====== The data
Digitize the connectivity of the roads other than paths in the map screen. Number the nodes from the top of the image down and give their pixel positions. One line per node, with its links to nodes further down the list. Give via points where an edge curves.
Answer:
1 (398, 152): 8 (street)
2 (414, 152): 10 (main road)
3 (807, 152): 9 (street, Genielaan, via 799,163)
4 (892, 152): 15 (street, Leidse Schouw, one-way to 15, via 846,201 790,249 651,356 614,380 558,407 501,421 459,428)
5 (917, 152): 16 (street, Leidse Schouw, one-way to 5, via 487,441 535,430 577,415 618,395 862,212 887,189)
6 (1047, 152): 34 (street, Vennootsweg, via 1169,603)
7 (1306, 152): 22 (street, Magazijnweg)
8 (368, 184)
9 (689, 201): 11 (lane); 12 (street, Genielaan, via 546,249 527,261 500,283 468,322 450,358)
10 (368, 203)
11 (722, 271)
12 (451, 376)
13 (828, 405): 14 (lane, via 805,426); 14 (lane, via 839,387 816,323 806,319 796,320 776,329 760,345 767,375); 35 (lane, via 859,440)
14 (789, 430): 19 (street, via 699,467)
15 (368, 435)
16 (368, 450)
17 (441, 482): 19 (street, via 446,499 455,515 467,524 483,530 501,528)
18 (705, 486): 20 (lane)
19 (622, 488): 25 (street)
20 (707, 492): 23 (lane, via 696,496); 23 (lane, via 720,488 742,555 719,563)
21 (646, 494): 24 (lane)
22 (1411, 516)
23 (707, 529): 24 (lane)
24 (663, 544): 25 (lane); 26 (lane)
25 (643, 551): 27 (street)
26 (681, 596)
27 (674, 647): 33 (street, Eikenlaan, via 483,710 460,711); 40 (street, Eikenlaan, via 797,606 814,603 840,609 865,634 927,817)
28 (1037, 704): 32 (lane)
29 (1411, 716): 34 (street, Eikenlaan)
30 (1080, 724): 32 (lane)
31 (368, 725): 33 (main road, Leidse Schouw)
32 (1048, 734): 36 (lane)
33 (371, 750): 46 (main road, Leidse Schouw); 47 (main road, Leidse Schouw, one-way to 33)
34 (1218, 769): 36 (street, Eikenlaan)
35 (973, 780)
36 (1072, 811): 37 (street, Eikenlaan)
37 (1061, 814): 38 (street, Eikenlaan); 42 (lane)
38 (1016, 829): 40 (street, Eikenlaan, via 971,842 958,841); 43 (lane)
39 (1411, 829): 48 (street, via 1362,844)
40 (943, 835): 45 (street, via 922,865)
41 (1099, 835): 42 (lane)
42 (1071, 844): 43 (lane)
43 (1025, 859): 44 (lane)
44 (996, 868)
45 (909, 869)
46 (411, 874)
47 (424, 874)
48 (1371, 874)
============
What needs to be done
Every entry above must be copied exactly.

Problem solution
Digitize the connectivity of the roads other than paths in the map screen. Number the nodes from the top of the image down and give their pixel positions. One line per node, with its links to nodes further down the list. Give via points where an edge curves.
Answer:
1 (398, 152): 8 (street)
2 (414, 152): 10 (main road)
3 (807, 152): 9 (street, Genielaan, via 799,163)
4 (892, 152): 15 (street, Leidse Schouw, one-way to 15, via 846,201 790,249 651,356 614,380 558,407 501,421 459,428)
5 (917, 152): 16 (street, Leidse Schouw, one-way to 5, via 487,441 535,430 577,415 618,395 862,212 887,189)
6 (1047, 152): 34 (street, Vennootsweg, via 1169,603)
7 (1306, 152): 22 (street, Magazijnweg)
8 (368, 184)
9 (689, 201): 11 (lane); 12 (street, Genielaan, via 546,249 527,261 500,283 468,322 450,358)
10 (368, 203)
11 (722, 271)
12 (451, 376)
13 (828, 405): 14 (lane, via 805,426); 14 (lane, via 839,387 816,323 806,319 796,320 776,329 760,345 767,375); 35 (lane, via 859,440)
14 (789, 430): 19 (street, via 699,467)
15 (368, 435)
16 (368, 450)
17 (441, 482): 19 (street, via 446,499 455,515 467,524 483,530 501,528)
18 (705, 486): 20 (lane)
19 (622, 488): 25 (street)
20 (707, 492): 23 (lane, via 696,496); 23 (lane, via 720,488 742,555 719,563)
21 (646, 494): 24 (lane)
22 (1411, 516)
23 (707, 529): 24 (lane)
24 (663, 544): 25 (lane); 26 (lane)
25 (643, 551): 27 (street)
26 (681, 596)
27 (674, 647): 33 (street, Eikenlaan, via 483,710 460,711); 40 (street, Eikenlaan, via 797,606 814,603 840,609 865,634 927,817)
28 (1037, 704): 32 (lane)
29 (1411, 716): 34 (street, Eikenlaan)
30 (1080, 724): 32 (lane)
31 (368, 725): 33 (main road, Leidse Schouw)
32 (1048, 734): 36 (lane)
33 (371, 750): 46 (main road, Leidse Schouw); 47 (main road, Leidse Schouw, one-way to 33)
34 (1218, 769): 36 (street, Eikenlaan)
35 (973, 780)
36 (1072, 811): 37 (street, Eikenlaan)
37 (1061, 814): 38 (street, Eikenlaan); 42 (lane)
38 (1016, 829): 40 (street, Eikenlaan, via 971,842 958,841); 43 (lane)
39 (1411, 829): 48 (street, via 1362,844)
40 (943, 835): 45 (street, via 922,865)
41 (1099, 835): 42 (lane)
42 (1071, 844): 43 (lane)
43 (1025, 859): 44 (lane)
44 (996, 868)
45 (909, 869)
46 (411, 874)
47 (424, 874)
48 (1371, 874)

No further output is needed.